The San Francisco-based broker got the Securities and Exchange Commission to issue a no-action letter that says, in essence, that it will not take enforcement action relating to the use of the Depository Trust & Clearing Corp. standard known as the Alternative Investment Products service. The protocol lays out the means by which a custodian can define the value of the investment and confirm that it exists.
Because of this, RIAs will be able to go to issuers of hedge funds (and funds of hedge funds, REITs and limited partnerships) that they wish to invest in and encourage them to meet the protocol standards and get on the custodial platform that advisors use.
The mechanical process that took weeks before can now be reduced to 48 hours or less, according to Schwab. By automating this process, Alternative Investment Products can reduce errors, lower costs, and reduce the time it takes to process account information, which benefits advisors, investors, issuers, and custodians such as Schwab. It will also allow Schwab and other custodians to include alternative-investment holdings on regular client statements.
Among other things that took a long time before was the need to get third-party pricing.
“It was painful for us,” says Bernie Clark, executive vice president and head of Schwab Advisor Services. “We didn’t want to be in this business [of being the middle man] forever.” Schwab RIAs manage about $5 billion of alternative assets.

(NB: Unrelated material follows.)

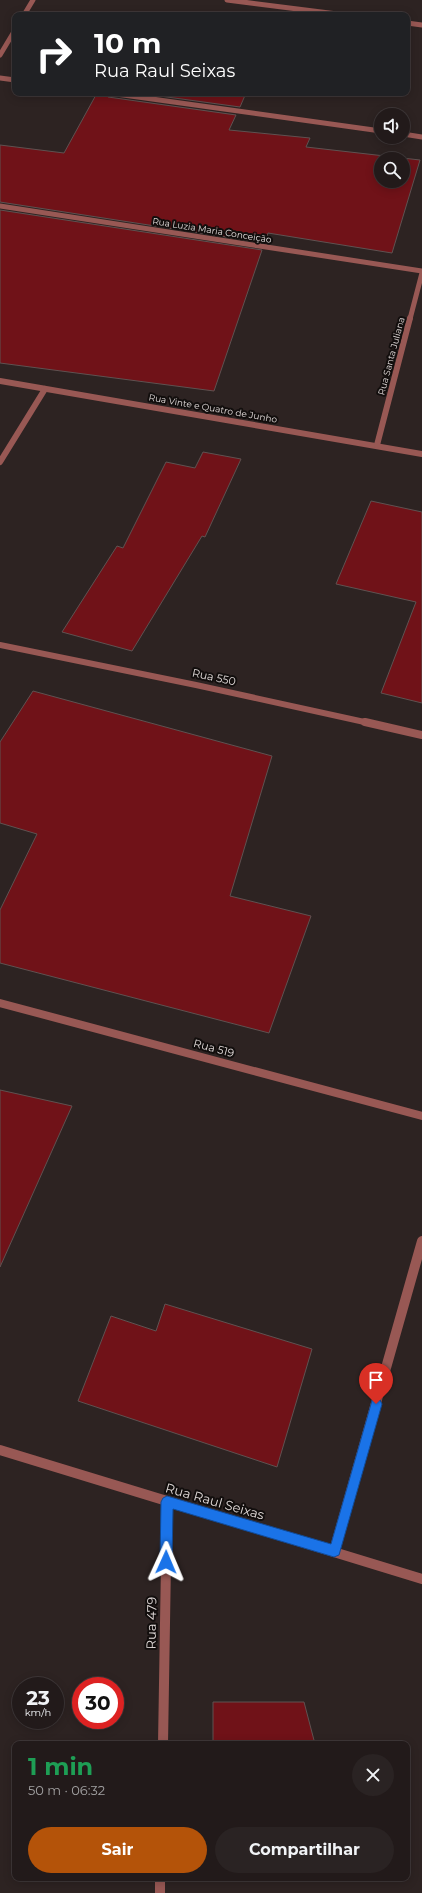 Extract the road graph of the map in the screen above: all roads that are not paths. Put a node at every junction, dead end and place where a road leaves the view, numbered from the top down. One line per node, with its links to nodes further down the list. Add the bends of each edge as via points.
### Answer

Schwab will gain significant advantages now that it has received the SEC’s blessing on this standardizing of practices, according to Matt Brown, co-founder and chief executive of CAIS, a New York-based alternative-assets platform used by RIAs including HighTower Advisors LLC and Focus Financial Partners, LLC. CAIS has already adopted the DTCC’s AIP protocol.
“There’s less risk of misinformation and that lack of misinformation is better for advisors,” Brown says. “[Also], with a larger selection of investments, they will be able to build better portfolios.”
Expect a spike
Clark says that the AIP paves the way for hedge funds to be used much more like mutual funds and for Schwab to form a virtual supermarket of them on its platform. Currently, Schwab has only about 100 alternative asset providers on its platform; potentially there could be thousands in the future. “That number I expect to spike,” Clark says.

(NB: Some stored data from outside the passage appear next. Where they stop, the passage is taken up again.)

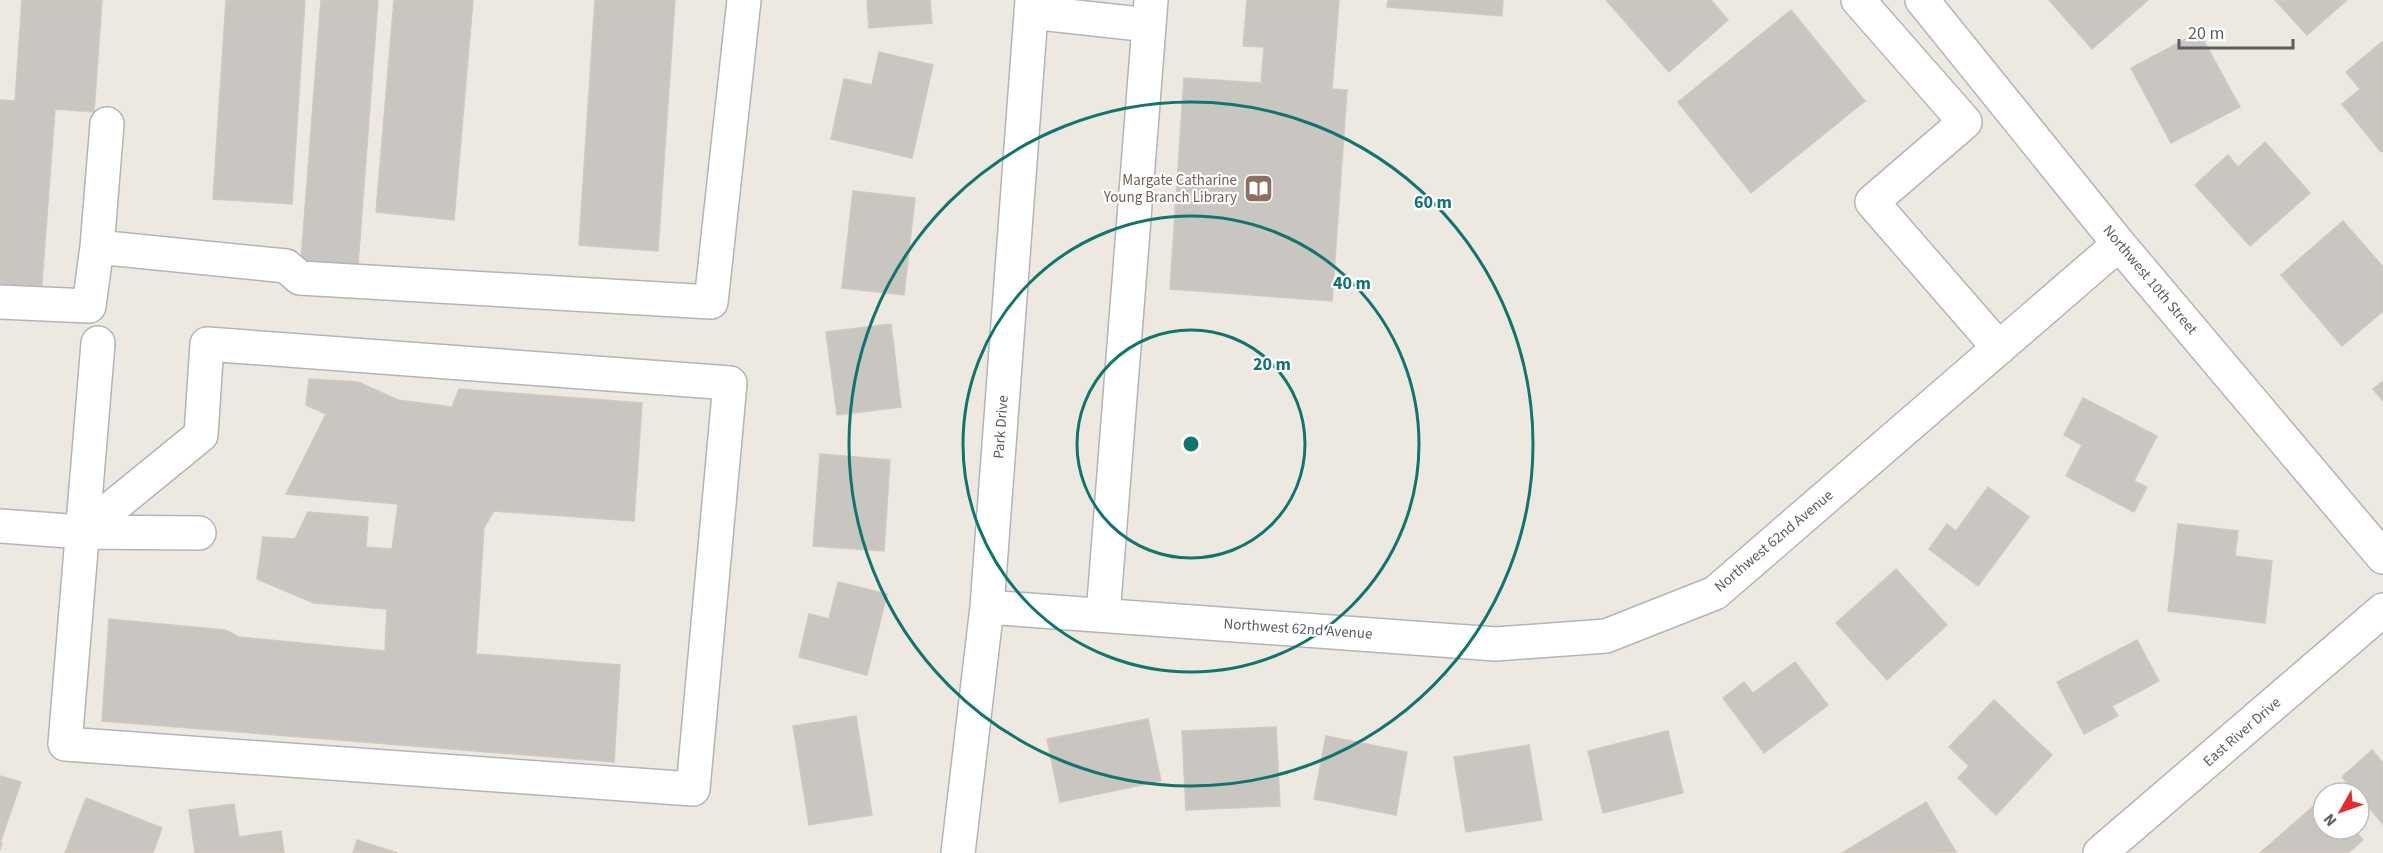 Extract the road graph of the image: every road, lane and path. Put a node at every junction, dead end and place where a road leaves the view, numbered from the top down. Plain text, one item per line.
1 (744, 0) edge
2 (1858, 0) edge
3 (1922, 0) edge
4 (1032, 6) edge
5 (1150, 13) edge
6 (1998, 94) junction
7 (1965, 122) junction
8 (107, 124) dead end
9 (2119, 244) junction
10 (97, 247) junction
11 (0, 302) edge
12 (98, 343) dead end
13 (1999, 348) junction
14 (0, 526) edge
15 (82, 532) junction
16 (199, 534) dead end
17 (2383, 557) edge
18 (987, 606) junction
19 (2383, 610) edge
20 (1103, 615) junction
21 (958, 853) edge
22 (2100, 853) edge

1 - 10 street
2 - 7 street
3 - 6 street, Northwest 10th Street
4 - 5 street
4 - 18 street, Park Drive
5 - 20 street
6 - 7 street
6 - 9 street, Northwest 10th Street
7 - 13 street
8 - 10 street
9 - 13 street, Northwest 62nd Avenue
9 - 17 street, Northwest 10th Street
10 - 11 street
12 - 15 street
13 - 20 street, Northwest 62nd Avenue
14 - 15 street
15 - 15 street
15 - 16 street
18 - 20 street, Northwest 62nd Avenue
18 - 21 street, Park Drive
19 - 22 street, East River Drive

But he added in a release that Schwab will need help in ballooning its portfolio of hedge fund choices. “Success requires participation by alternative-investment issuers. We have been working to drive issuer adoption of AIP, and we’ll be stepping up those efforts in the coming weeks and months.”
Ann Bergin, managing director and general manager, DTCC Wealth Management Services, says she believe that this SEC no-action letter may be a watershed event for hedge fund distribution.
“It takes a long, long time for initiatives to catch on and get critical mass. But most of that is time that has passed. We’re onboarding clients rapidly. We’ll see a rush to the front door in coming days and weeks.”
Bergin says the mutual fund market’s progress is instructive. It reached the same point of standardization in 1986 but didn’t gain critical mass of distribution in retirement accounts and so on until about 1996.
Though AIP adoption eliminates a hurdle, Brown cautions that the ruling is no silver bullet for the challenges of handling alternative investments and that much work remains for RIAs that wish to use them in portfolios.
“I think it’s one piece of the overall puzzle but it’s more mechanical than anything else. Advisors will still be charged with doing thorough due diligence.”
Pershing and Fidelity are both positive about the DTCC protocol.
“We agree [that a DTCC standard is the way to go], which is the reason we were part of it from the start,” says Mark Tibergien, chief executive of Pershing Advisor Solutions LLC.
Fidelity made this comment though its spokesman, Steve Austin: “We also have been working closely with the DTCC to establish the Alternative Investment Product to support many alternative investments for advisors. We are pleased to hear about the SEC no-action letter as this will streamline the custody process.”
Schwab began the process of getting the SEC to recognize the DTCC’s protocol two and a half years ago. “We’re the largest custodian and largest player in alternative investments. We knew we had to start organizing the industry,” Clark says.
The alternatives issue exploded for Schwab three years ago after it told RIAs that it would no longer keep such assets under custody for them. Schwab’s decision reflected the regulatory environment after the 2008 meltdowns on Wall Street.
Since then it has announced various stopgap measures, but some advisors moved assets to Pershing and Fidelity.
Clark took the reins of Schwab’s RIA business two years ago after the full-time leadership position was essentially eliminated. The disadvantage of having the role vacant was made clearer when RIAs began complaining about the ban on alternative assets and
Schwab had nobody to deal with the issue full time. The RIA business was being overseen by Jim McCool, but it was only part of his job.
After working on this issue for two years, Clark is relieved to be able to have arrived at a better place with help from the DTCC but allows that there are still assets that Schwab will not keep under custody, including promissory notes, non-registered real estate investment trusts and private equity. It’s too difficult to establish their value and to show that the asset is there, he says.
Yet Brown says the advancement for Schwab and other custodians is important.
“I think it’s a big move for the industry.”